13

Here's a programming/language problem I'd like to hear your thoughts on.

We have developed conventions that most programmers (should) follow that aren't a part of the languages syntax but serve to make code more readable. These are of course always a matter of debate but there's at least some core concepts that most programmers find agreeable. Naming your variables appropriately, naming in general, making your lines not outrageously long, avoiding long functions, encapsulations, those things.

However, there's a problem that I have yet to find anyone commenting on and that just might be the biggest one of the bunch. It's the problem of arguments being anonymous when you call a function.

Functions stem from mathematics where f(x) has a clear meaning because a function has a much more rigorous definition that it usually does in programming. Pure functions in mathematics can do a lot less than they can in programming and they are a much more elegant tool, they usually only take one argument (which is usually a number) and they always return one value (also usually a number). If a function takes multiple arguments, they are almost always just extra dimensions of the function's domain. In other words, one argument isn't more important than the others. They are explicitly ordered, sure, but other than that, they have no semantic ordering.
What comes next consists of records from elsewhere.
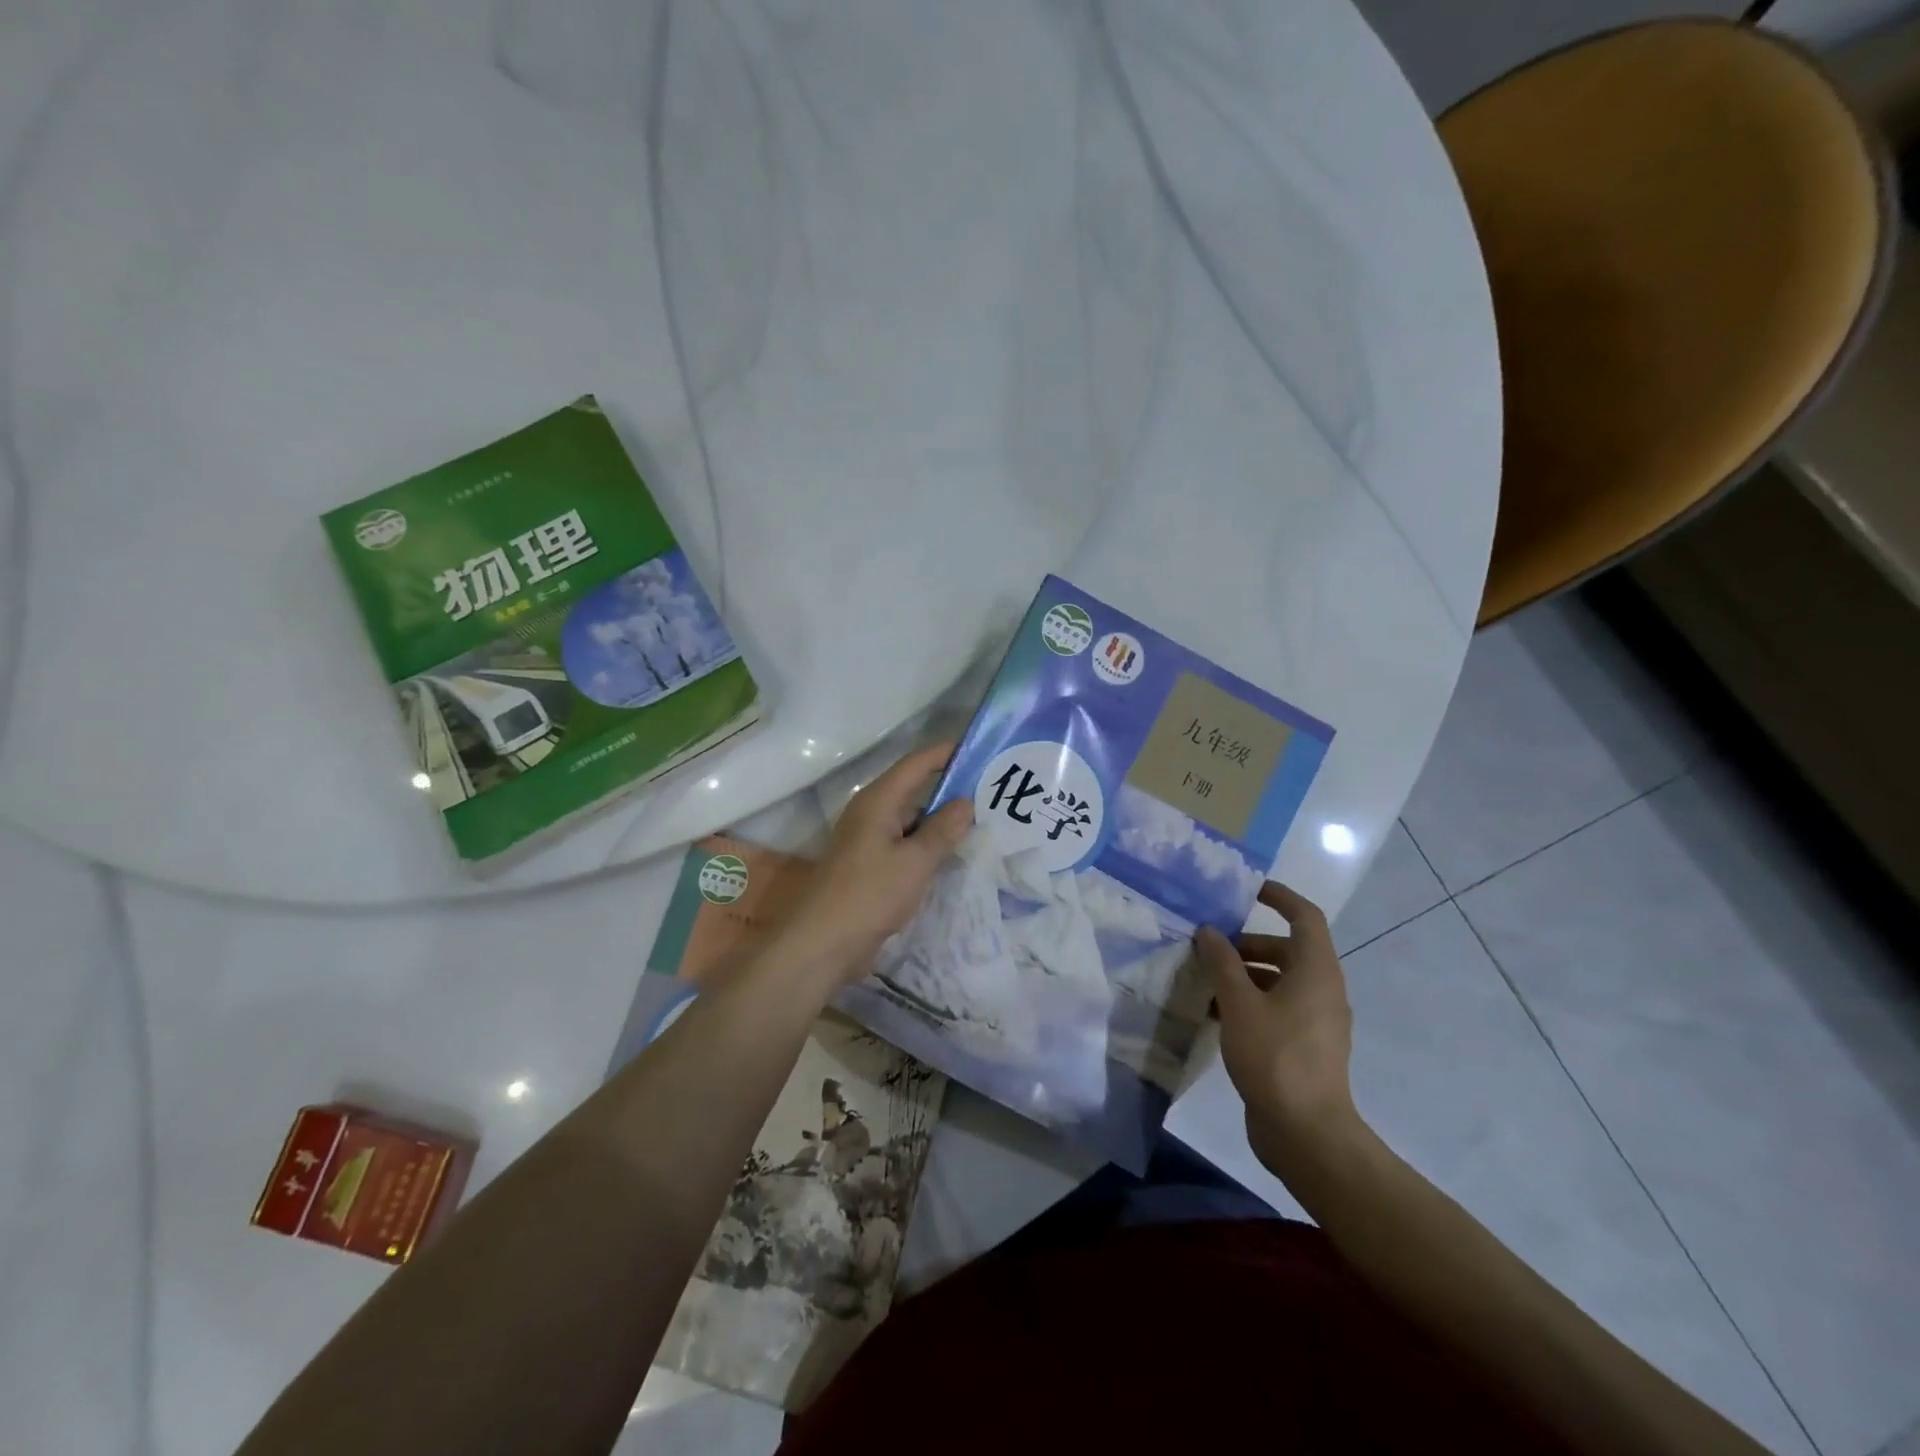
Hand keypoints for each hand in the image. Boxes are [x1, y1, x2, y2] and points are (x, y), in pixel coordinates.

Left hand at [783, 743, 973, 981]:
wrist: (823, 943)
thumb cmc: (869, 894)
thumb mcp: (914, 862)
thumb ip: (943, 830)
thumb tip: (967, 802)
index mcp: (878, 801)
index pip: (916, 764)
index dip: (946, 752)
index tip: (980, 747)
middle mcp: (871, 813)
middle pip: (915, 789)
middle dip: (951, 787)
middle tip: (993, 787)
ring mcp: (869, 840)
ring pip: (912, 819)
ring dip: (942, 819)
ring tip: (984, 819)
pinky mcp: (871, 865)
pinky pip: (906, 843)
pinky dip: (929, 843)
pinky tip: (955, 853)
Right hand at [1195, 882, 1363, 1178]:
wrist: (1307, 1134)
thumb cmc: (1275, 1057)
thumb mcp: (1239, 1004)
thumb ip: (1222, 963)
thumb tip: (1209, 931)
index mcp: (1316, 971)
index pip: (1305, 916)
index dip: (1279, 897)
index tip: (1247, 891)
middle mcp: (1322, 990)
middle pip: (1287, 950)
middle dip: (1247, 943)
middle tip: (1208, 947)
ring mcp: (1316, 1021)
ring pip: (1279, 981)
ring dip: (1243, 975)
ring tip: (1204, 982)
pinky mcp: (1304, 1047)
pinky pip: (1277, 1009)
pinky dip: (1249, 1003)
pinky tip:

In programming however, we have more freedom defining functions, and in this case I'd argue it isn't a good thing. A common situation, you have a function defined like this

func DrawRectangleClipped (rectToDraw, fillColor, clippingRect) {}

Looking at the definition, if the function is written correctly, its perfectly clear what's what. When calling the function, you might even have some intellisense/code completion magic going on in your IDE/editor that will tell you what the next argument should be. But wait. If I need that when I'm actually writing the call, isn't there something we're missing here? The person reading the code doesn't have the benefit of an IDE and unless they jump to the definition, they have no idea which of the two rectangles passed as arguments is used for what.

The problem goes even further than that. If our arguments come from some local variable, there might be situations where we don't even know what the second argument is since we only see the variable name. Take for example this line of code

DrawRectangleClipped(deserializedArray[0], deserializedArray[1], deserializedArray[2])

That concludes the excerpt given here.